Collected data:
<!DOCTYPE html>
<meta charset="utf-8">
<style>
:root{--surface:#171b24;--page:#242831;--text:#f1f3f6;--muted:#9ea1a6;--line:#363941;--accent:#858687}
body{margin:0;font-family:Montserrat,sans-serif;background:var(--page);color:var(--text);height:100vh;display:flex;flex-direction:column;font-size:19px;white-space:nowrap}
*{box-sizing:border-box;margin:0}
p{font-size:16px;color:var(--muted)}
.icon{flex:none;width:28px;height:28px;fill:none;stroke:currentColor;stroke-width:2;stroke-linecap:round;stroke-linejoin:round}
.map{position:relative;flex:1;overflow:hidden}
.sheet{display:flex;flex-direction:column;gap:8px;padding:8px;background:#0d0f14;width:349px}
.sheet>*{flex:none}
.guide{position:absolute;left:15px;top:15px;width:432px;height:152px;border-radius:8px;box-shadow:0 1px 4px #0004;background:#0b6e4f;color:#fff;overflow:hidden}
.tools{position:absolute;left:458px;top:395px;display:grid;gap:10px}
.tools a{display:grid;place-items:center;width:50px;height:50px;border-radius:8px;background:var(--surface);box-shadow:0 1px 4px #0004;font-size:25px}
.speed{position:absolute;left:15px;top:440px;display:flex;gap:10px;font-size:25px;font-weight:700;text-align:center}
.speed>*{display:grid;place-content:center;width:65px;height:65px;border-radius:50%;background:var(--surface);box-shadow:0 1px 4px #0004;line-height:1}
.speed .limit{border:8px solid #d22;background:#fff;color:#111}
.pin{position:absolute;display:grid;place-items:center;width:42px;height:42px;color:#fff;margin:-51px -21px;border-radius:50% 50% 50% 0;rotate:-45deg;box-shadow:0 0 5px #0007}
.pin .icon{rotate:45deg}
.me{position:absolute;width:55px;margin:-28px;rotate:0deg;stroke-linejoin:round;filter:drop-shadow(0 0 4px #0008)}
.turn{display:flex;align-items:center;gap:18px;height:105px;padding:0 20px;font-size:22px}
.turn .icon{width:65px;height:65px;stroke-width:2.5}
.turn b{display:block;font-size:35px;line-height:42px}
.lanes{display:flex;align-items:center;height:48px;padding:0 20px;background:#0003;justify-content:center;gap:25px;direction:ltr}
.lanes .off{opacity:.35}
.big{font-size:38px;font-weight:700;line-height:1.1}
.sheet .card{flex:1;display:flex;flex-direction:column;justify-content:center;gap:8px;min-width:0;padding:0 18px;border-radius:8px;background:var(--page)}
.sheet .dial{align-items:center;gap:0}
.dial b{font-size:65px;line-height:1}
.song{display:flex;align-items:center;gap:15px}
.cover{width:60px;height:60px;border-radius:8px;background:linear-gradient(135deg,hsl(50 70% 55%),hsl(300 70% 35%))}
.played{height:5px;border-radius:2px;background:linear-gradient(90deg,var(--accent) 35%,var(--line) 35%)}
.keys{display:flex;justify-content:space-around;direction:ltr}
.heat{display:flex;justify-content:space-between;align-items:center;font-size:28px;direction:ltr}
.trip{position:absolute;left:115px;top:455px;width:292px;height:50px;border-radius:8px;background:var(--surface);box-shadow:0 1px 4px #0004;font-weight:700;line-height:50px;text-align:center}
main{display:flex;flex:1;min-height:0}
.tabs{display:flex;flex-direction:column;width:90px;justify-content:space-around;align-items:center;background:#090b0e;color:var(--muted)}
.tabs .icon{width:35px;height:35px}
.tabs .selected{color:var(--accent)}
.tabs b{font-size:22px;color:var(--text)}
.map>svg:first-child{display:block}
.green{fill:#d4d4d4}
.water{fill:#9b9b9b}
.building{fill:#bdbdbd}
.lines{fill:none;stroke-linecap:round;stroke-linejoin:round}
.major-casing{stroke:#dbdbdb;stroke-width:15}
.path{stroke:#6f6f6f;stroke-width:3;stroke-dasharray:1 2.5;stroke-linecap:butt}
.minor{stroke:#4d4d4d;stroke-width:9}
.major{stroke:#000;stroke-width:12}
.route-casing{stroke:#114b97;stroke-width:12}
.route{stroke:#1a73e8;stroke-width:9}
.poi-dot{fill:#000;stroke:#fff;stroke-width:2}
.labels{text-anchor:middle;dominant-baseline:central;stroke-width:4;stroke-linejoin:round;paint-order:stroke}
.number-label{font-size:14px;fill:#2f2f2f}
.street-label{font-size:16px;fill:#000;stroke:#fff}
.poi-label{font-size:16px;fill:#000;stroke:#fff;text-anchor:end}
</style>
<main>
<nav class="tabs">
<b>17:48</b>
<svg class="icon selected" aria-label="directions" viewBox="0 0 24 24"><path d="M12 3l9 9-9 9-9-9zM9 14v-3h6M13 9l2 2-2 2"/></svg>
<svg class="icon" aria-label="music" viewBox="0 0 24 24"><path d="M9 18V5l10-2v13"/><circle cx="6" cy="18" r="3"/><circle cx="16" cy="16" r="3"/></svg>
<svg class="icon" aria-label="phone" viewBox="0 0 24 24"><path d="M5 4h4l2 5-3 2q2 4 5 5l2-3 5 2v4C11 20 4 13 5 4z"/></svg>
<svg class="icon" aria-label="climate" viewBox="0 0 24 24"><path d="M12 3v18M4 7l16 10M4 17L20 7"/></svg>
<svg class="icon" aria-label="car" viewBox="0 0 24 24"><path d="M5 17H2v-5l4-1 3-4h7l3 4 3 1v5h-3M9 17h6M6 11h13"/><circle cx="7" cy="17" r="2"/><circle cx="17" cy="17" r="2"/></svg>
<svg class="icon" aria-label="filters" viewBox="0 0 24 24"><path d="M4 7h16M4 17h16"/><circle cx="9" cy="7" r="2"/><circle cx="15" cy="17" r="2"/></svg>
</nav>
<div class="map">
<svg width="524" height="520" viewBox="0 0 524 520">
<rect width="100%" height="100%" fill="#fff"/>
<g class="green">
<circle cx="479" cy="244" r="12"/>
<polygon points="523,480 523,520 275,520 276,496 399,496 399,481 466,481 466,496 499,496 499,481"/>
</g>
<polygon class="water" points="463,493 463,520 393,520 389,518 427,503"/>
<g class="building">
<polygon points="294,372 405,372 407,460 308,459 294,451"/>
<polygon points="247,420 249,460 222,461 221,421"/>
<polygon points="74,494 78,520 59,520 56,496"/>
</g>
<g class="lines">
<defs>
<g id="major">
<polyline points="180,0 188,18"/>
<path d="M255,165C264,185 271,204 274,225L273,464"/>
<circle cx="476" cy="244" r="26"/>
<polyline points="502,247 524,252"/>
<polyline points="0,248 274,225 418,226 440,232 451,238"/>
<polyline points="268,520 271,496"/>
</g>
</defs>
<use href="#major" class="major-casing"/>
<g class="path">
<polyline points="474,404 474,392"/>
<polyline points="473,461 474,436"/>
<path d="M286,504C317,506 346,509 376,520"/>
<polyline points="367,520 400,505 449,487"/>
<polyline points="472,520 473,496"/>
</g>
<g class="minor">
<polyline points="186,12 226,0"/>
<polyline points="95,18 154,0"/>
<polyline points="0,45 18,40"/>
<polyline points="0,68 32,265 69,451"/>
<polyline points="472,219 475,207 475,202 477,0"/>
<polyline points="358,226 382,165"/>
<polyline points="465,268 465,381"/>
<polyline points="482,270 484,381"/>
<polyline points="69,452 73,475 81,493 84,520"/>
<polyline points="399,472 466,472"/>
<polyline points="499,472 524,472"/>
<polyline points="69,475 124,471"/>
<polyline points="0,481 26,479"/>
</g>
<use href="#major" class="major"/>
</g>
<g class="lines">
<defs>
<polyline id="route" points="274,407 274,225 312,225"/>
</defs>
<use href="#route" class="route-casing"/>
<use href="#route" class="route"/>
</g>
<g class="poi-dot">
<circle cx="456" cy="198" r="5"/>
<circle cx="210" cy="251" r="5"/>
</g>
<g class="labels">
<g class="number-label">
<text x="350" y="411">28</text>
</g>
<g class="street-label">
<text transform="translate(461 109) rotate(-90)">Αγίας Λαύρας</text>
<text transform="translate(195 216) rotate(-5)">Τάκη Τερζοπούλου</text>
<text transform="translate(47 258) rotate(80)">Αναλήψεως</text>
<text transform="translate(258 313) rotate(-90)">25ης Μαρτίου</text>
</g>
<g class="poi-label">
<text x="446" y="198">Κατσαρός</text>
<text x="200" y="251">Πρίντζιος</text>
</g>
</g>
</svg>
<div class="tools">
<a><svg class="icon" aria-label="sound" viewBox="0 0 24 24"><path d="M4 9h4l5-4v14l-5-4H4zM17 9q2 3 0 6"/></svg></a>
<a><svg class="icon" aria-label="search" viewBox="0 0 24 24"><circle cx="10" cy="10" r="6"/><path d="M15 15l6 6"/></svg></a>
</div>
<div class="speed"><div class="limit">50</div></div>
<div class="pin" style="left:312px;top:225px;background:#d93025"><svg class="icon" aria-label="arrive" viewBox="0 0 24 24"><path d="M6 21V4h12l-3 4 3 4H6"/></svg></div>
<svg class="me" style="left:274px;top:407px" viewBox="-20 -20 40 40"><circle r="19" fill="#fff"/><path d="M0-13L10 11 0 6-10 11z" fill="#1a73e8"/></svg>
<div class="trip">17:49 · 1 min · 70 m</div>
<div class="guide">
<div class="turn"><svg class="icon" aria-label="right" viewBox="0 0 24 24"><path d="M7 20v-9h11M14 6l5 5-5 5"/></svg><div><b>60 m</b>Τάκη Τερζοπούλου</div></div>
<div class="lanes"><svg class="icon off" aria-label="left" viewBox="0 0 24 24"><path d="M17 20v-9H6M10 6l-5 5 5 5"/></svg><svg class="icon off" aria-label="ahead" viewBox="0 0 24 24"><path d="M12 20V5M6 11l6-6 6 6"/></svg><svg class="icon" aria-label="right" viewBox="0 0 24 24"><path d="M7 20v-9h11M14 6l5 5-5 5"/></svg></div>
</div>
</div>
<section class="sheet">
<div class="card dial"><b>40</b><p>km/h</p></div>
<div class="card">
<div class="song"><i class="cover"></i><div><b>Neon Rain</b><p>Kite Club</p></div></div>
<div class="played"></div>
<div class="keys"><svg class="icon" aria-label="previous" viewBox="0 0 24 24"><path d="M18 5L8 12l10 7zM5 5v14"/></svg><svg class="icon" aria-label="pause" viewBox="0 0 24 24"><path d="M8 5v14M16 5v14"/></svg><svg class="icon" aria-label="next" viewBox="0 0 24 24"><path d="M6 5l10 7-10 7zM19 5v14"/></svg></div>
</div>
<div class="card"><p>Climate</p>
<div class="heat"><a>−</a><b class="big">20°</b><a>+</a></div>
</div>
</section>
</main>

* * *

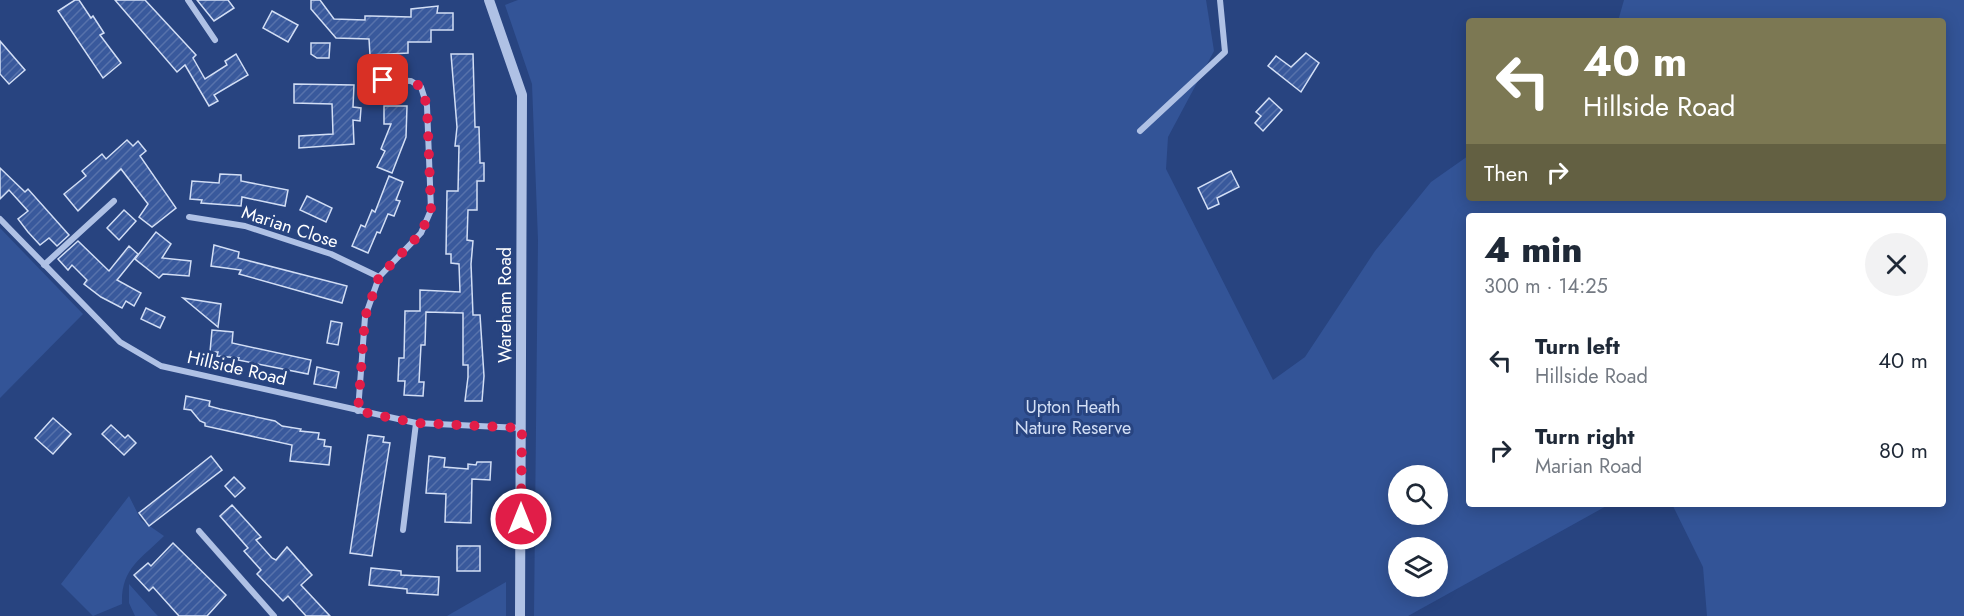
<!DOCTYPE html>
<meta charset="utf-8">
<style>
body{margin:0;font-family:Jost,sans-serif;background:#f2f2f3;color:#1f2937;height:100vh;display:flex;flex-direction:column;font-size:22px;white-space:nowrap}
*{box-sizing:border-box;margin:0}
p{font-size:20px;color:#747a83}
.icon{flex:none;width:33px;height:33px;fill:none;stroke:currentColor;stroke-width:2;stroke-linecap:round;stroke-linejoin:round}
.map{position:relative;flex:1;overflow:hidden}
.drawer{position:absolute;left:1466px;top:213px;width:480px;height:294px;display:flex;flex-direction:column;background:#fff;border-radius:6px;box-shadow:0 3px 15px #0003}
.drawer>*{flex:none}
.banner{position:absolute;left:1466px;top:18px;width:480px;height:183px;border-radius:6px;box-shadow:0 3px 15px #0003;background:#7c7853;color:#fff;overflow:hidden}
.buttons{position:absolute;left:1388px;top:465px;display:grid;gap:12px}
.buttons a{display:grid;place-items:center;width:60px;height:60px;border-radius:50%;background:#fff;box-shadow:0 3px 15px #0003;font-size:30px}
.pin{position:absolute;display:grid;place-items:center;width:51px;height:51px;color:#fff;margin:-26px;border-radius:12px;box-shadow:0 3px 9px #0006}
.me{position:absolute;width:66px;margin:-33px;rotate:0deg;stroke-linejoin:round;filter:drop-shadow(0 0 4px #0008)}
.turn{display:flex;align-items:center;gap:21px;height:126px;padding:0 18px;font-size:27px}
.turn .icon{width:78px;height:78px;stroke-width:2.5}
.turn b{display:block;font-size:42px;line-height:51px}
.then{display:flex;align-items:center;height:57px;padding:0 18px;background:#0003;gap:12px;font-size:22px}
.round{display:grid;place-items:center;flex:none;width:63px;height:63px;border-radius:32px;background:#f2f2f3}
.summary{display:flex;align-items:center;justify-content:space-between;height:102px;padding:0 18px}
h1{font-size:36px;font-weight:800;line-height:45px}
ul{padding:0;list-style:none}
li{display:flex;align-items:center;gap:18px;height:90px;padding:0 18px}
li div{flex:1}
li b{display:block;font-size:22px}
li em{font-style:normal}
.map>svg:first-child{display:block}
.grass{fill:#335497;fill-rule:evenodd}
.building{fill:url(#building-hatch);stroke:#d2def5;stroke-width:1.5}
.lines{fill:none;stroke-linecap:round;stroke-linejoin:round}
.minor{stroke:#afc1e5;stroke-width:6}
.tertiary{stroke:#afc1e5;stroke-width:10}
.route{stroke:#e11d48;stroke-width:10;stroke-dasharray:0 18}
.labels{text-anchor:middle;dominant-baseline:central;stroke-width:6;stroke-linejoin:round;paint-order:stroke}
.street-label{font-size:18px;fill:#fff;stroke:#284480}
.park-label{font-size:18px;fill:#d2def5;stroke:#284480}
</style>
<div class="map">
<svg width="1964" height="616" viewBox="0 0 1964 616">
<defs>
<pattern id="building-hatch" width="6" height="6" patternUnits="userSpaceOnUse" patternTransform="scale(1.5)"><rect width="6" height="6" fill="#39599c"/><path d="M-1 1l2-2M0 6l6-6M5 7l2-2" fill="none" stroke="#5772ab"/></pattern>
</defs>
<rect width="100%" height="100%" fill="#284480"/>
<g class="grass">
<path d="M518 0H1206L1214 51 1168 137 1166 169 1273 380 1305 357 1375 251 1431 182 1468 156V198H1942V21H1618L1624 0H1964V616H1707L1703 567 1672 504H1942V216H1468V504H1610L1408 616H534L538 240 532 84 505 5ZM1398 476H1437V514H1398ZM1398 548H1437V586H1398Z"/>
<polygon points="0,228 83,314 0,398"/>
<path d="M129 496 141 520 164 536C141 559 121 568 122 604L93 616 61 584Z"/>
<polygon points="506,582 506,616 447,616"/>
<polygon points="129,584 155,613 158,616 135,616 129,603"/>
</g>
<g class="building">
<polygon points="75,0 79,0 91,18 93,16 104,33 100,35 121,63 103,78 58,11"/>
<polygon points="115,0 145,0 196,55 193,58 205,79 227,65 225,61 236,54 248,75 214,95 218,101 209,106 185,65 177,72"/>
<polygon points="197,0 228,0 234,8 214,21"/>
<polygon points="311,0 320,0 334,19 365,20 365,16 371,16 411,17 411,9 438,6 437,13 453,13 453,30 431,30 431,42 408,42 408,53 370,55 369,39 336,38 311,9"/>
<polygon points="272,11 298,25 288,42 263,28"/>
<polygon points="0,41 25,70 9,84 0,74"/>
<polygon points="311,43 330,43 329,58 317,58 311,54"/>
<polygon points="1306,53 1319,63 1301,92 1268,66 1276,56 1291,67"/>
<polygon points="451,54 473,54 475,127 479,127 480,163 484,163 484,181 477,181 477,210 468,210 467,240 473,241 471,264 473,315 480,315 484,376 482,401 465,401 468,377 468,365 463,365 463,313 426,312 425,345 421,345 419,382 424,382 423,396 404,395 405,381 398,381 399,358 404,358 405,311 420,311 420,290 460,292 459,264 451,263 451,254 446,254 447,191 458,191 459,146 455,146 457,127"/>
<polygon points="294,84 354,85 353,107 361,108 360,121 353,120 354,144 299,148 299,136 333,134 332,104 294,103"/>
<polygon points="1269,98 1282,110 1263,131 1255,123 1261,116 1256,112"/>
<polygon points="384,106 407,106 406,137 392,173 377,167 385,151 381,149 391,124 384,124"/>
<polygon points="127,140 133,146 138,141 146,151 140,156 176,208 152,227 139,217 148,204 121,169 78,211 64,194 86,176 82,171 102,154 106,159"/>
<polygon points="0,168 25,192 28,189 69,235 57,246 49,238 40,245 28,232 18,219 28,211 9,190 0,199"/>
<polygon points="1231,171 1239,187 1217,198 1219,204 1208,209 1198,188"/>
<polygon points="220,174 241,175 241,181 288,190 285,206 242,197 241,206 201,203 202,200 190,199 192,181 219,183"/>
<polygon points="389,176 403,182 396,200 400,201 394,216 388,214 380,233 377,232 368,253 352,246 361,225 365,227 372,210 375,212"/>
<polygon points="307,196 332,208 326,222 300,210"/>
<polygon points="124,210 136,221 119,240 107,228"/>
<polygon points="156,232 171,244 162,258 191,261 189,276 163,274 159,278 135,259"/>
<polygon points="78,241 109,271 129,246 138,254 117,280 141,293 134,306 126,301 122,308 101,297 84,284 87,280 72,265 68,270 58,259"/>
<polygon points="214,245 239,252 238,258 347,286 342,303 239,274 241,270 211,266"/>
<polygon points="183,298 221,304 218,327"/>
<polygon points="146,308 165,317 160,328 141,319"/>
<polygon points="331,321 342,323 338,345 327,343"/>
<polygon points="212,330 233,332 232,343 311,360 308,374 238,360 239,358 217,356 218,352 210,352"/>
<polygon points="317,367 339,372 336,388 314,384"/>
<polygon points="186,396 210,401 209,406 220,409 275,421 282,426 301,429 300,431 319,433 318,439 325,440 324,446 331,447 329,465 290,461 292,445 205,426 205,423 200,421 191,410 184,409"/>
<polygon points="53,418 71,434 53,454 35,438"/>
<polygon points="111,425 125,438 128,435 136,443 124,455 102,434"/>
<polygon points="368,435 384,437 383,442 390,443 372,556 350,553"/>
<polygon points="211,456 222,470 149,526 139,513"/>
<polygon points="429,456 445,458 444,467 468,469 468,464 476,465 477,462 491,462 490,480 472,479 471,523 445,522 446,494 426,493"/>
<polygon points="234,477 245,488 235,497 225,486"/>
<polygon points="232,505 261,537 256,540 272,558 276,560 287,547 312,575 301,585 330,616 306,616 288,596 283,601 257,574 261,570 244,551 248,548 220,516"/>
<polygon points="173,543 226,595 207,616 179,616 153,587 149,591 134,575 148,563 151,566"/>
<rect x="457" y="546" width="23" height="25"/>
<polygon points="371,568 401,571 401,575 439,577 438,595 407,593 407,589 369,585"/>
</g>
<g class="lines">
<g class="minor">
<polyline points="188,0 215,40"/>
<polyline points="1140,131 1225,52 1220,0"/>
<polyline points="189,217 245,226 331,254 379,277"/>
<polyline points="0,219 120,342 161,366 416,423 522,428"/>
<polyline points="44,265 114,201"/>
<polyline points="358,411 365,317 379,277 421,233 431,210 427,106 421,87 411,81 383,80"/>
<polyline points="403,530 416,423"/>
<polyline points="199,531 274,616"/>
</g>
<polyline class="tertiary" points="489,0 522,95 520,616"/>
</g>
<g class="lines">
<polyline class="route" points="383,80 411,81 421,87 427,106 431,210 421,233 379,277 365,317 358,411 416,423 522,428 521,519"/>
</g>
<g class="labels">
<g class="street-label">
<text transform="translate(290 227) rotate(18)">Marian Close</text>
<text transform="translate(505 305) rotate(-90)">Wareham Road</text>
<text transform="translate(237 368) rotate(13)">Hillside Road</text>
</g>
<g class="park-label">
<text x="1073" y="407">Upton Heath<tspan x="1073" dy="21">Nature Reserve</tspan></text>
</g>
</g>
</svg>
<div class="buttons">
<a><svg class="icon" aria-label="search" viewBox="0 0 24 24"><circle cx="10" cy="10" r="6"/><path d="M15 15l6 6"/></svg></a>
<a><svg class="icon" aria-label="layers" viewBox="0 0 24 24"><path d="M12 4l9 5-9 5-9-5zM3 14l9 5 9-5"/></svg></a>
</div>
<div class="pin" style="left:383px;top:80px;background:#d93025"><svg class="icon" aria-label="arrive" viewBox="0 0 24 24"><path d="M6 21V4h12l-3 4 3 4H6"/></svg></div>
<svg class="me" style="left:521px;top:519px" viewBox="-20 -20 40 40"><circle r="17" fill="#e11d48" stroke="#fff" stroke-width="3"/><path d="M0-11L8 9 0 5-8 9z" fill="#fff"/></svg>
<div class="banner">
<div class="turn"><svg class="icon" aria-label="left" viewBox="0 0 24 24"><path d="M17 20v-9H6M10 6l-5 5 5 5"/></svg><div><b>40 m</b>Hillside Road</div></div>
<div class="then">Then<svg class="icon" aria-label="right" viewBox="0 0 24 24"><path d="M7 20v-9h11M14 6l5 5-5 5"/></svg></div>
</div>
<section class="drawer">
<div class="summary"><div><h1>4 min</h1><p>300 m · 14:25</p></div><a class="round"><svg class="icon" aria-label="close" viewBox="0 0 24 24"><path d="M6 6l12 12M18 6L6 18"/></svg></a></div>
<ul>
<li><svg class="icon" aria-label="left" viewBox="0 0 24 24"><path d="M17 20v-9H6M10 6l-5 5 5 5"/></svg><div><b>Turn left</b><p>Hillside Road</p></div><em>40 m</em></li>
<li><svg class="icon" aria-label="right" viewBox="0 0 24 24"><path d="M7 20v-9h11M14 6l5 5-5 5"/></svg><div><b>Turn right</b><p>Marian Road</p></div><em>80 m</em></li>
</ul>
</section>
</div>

* **Task requirements**
When you find a line in the records that contains the word "hidden", copy it.

* **Response area**
.map{position:relative;flex:1;overflow:hidden}
.guide{position:absolute;left:15px;top:15px;width:432px;height:152px;border-radius:8px;box-shadow:0 1px 4px #0004;background:#0b6e4f;color:#fff;overflow:hidden}
.map{position:relative;flex:1;overflow:hidden}
.banner{position:absolute;left:1466px;top:18px;width:480px;height:183px;border-radius:6px;box-shadow:0 3px 15px #0003;background:#7c7853;color:#fff;overflow:hidden}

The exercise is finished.